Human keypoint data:
☆ ☆ ☆
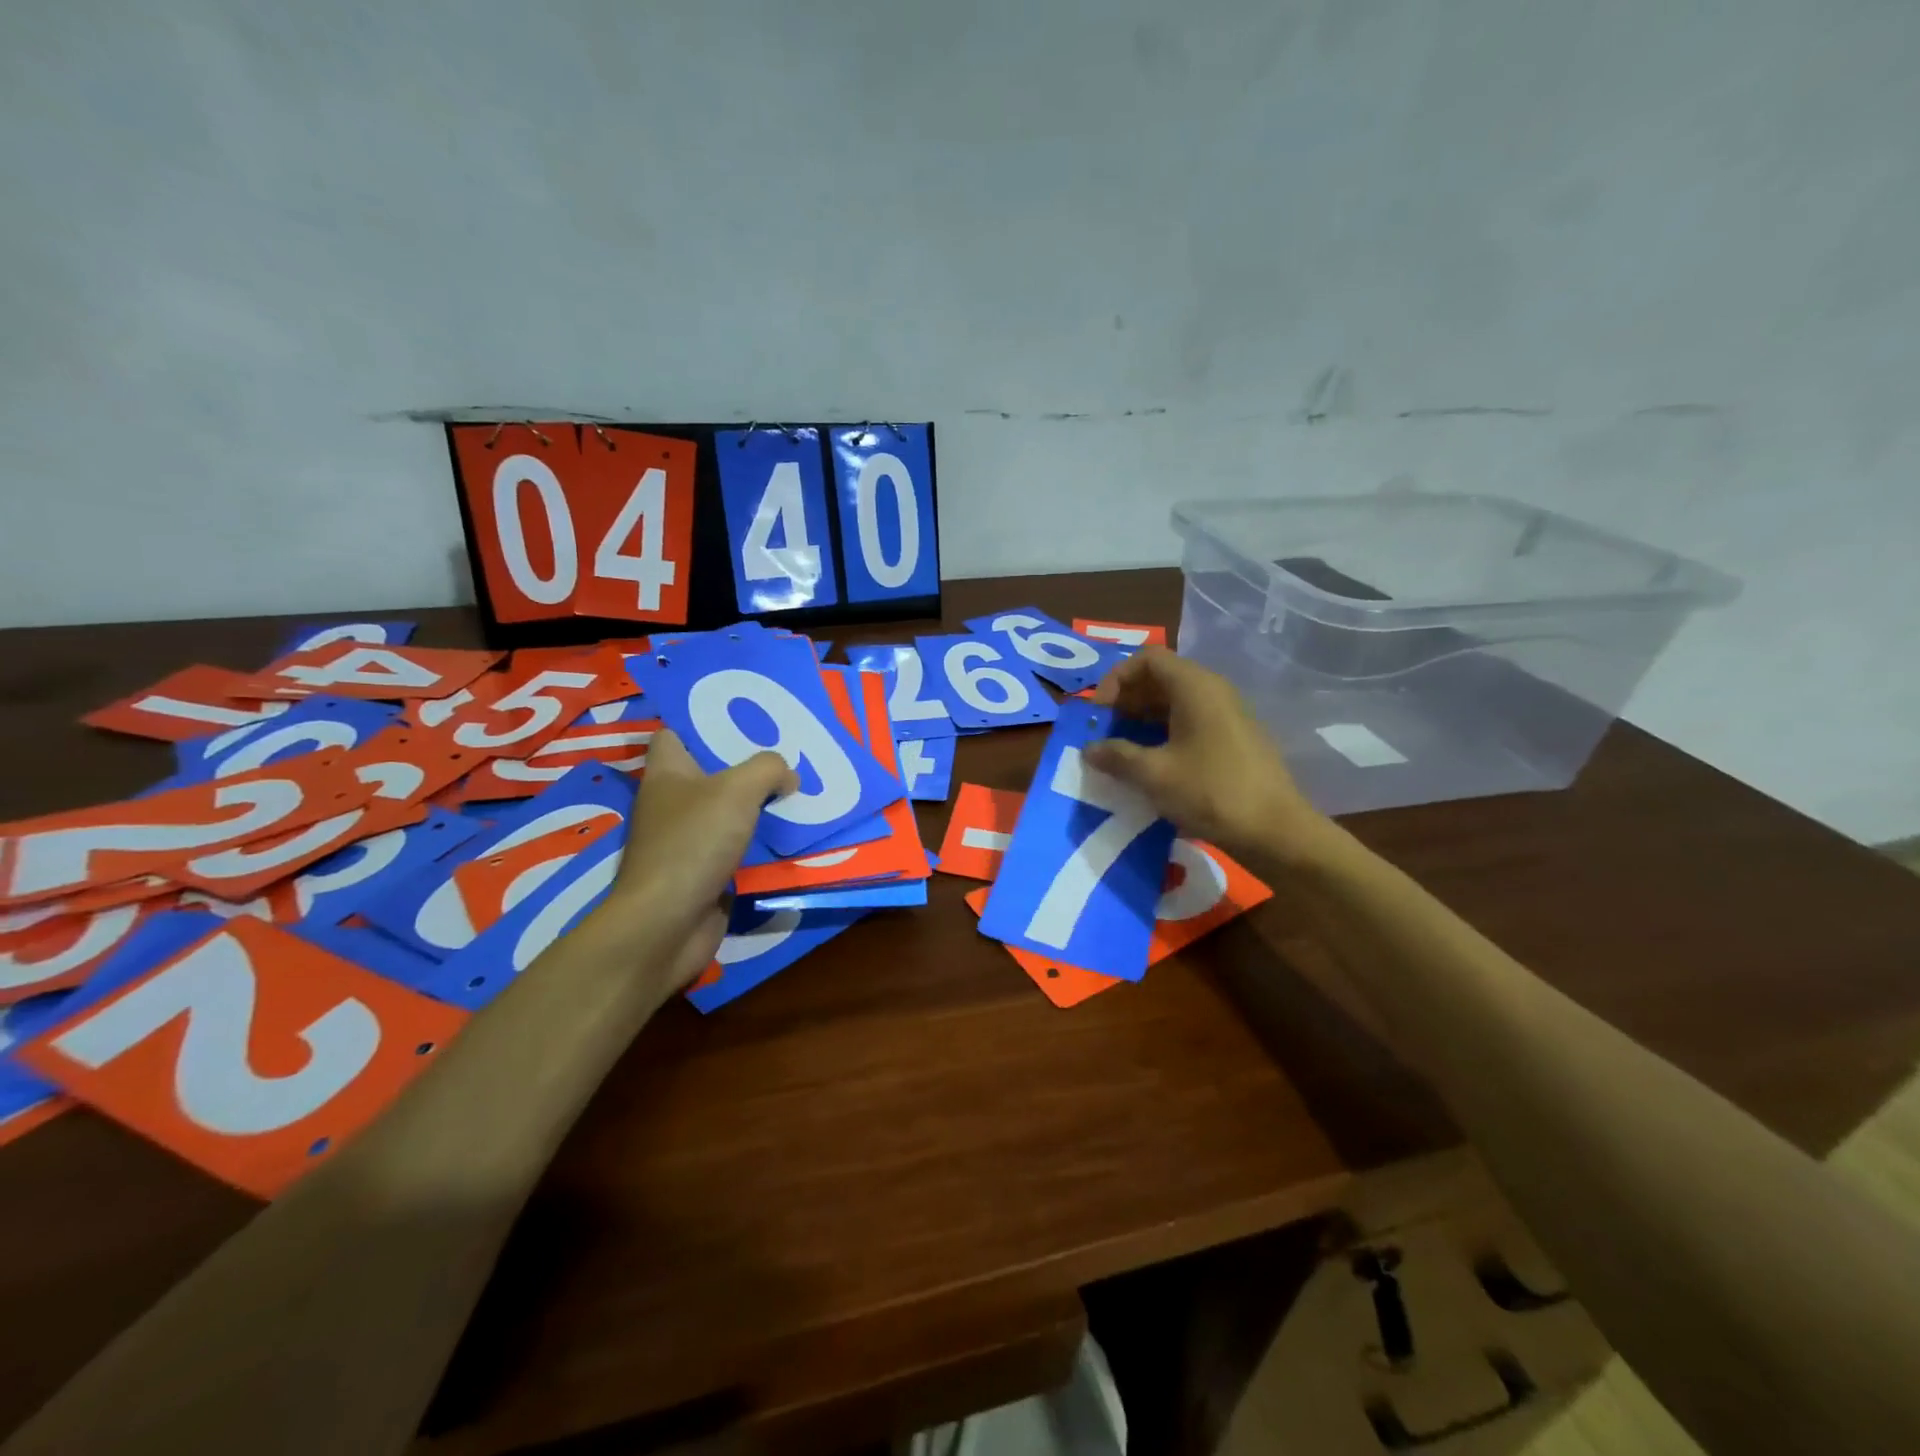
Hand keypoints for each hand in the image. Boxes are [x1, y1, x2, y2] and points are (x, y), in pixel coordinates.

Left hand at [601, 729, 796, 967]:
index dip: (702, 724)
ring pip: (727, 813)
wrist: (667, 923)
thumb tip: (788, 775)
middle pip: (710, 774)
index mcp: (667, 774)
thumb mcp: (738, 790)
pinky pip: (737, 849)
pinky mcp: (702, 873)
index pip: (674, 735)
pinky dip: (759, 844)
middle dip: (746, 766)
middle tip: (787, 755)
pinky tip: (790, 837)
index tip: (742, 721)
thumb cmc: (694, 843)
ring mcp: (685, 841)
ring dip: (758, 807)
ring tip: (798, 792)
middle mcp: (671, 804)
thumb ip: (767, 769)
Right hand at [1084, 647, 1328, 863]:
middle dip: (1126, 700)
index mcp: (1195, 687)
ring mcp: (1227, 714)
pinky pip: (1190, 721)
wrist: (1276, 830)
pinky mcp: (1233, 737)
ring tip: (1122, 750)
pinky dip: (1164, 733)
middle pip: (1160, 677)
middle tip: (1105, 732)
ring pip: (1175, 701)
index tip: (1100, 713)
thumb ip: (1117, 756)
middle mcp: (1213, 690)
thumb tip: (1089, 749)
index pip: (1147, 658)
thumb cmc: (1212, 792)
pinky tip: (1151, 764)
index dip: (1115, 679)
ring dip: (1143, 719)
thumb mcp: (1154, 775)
☆ ☆ ☆
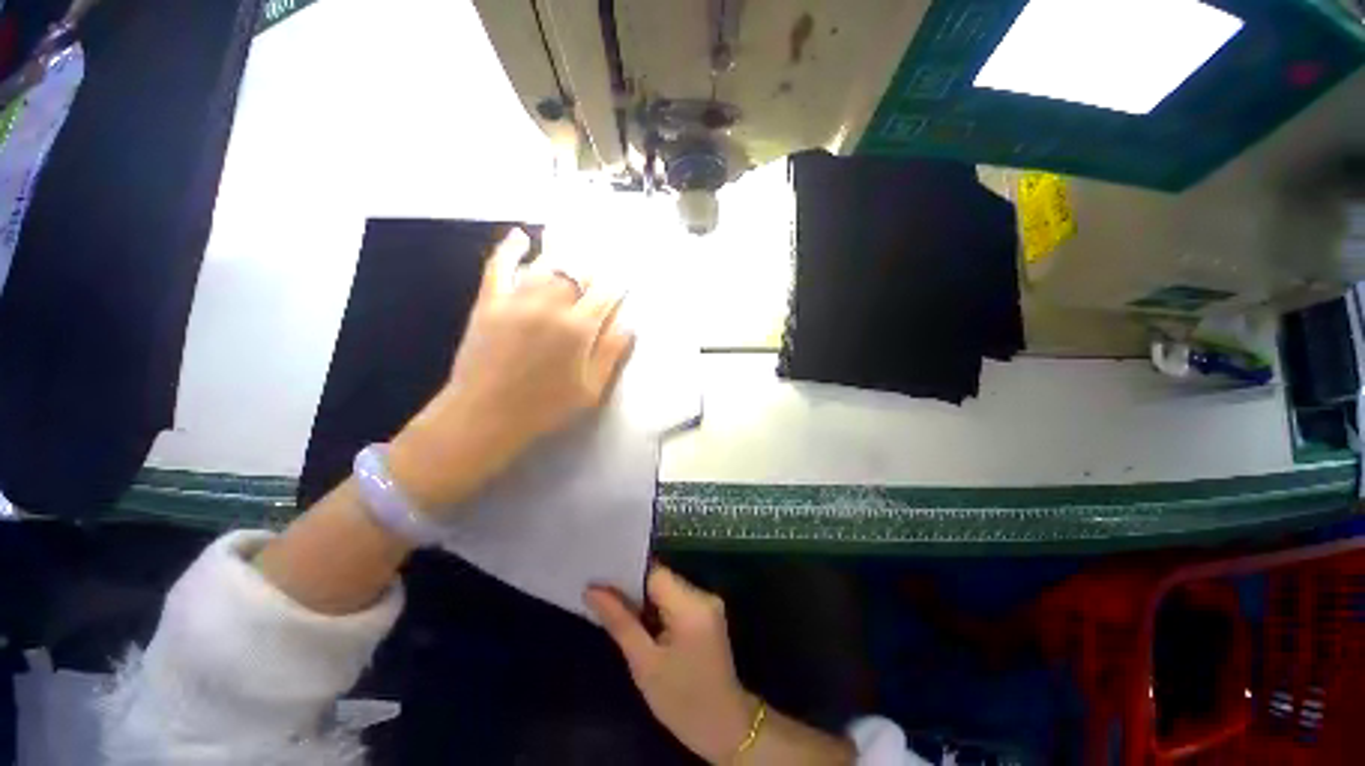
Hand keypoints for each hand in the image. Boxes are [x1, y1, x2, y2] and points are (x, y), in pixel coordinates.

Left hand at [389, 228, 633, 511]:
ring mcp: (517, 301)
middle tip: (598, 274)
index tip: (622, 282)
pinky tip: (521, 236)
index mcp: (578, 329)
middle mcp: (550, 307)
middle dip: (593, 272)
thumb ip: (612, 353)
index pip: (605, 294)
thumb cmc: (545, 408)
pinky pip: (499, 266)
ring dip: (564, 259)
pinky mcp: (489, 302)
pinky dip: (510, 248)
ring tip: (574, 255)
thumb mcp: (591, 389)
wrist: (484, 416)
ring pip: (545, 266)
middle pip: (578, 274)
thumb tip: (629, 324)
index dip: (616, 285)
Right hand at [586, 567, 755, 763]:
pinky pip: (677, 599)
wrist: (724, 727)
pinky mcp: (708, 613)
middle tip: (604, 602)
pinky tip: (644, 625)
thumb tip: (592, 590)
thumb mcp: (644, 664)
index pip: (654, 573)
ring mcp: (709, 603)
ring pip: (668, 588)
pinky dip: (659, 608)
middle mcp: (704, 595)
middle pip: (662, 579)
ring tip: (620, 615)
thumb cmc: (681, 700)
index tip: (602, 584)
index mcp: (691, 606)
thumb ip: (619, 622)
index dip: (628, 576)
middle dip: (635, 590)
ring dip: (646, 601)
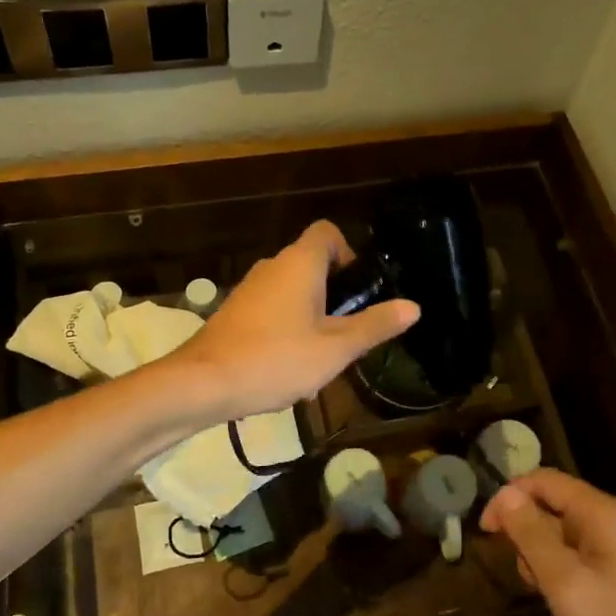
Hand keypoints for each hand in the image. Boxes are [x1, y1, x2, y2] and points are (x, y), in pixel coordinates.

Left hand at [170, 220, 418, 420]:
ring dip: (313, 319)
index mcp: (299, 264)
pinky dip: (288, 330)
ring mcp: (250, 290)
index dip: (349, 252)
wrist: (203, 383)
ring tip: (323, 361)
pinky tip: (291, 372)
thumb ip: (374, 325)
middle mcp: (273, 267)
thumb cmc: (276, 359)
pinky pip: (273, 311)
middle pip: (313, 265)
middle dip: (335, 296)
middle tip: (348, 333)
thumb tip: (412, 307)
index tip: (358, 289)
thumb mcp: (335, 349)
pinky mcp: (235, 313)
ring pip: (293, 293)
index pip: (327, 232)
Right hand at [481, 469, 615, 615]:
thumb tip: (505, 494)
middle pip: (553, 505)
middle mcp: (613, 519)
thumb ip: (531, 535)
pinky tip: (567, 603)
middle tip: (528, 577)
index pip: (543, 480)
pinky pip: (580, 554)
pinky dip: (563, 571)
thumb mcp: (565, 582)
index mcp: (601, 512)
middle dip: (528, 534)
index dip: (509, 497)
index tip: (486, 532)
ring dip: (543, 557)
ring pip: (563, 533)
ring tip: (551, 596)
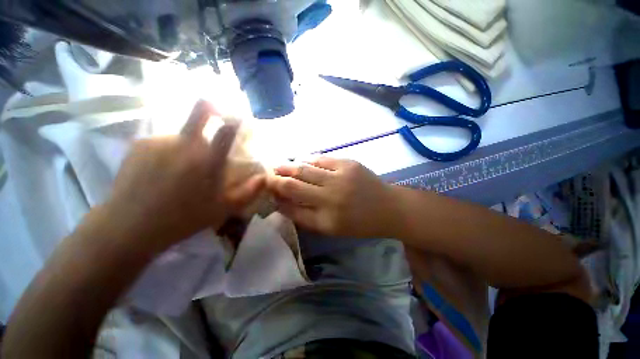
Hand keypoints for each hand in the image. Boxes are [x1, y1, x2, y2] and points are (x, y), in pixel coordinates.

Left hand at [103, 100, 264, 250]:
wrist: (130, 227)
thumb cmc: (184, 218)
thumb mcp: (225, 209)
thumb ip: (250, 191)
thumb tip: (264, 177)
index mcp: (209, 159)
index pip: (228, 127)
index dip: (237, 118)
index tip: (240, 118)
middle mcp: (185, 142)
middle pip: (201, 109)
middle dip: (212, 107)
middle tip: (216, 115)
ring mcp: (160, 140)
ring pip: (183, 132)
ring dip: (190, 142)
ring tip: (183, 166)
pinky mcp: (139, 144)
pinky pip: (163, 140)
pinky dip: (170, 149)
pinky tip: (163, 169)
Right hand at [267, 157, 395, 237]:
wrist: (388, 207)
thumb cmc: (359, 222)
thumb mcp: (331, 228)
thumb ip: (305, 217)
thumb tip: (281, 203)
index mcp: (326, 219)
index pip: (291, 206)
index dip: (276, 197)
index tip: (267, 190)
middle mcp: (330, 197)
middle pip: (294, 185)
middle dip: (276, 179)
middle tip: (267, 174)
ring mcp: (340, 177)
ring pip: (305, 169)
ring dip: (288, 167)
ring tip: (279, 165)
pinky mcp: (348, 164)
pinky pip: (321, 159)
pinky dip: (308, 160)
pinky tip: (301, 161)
☆ ☆ ☆
■ **Exercise description**
Could you restate word for word the lines above from the one containing "ring tip: (183, 166)" through the one containing "pinky tip: (301, 161)", both included, and nothing else?

■ **Written answer**
ring tip: (183, 166)
pinky mcp: (139, 144)
pinky pip: (163, 140)
pinky dip: (170, 149)
pinky tip: (163, 169)
Right hand at [267, 157, 395, 237]:
wrist: (388, 207)
thumb cmc: (359, 222)
thumb mcp: (331, 228)
thumb ip: (305, 217)
thumb tip: (281, 203)
index mcp: (326, 219)
index pip: (291, 206)
index dip: (276, 197)
index tip: (267, 190)
middle mcp: (330, 197)
middle pip: (294, 185)
middle dip: (276, 179)
middle tip: (267, 174)
ring mcp: (340, 177)
ring pip: (305, 169)
ring dip: (288, 167)
ring tip: (279, 165)
pinky mcp: (348, 164)
pinky pip: (321, 159)
pinky dip: (308, 160)
pinky tip: (301, 161)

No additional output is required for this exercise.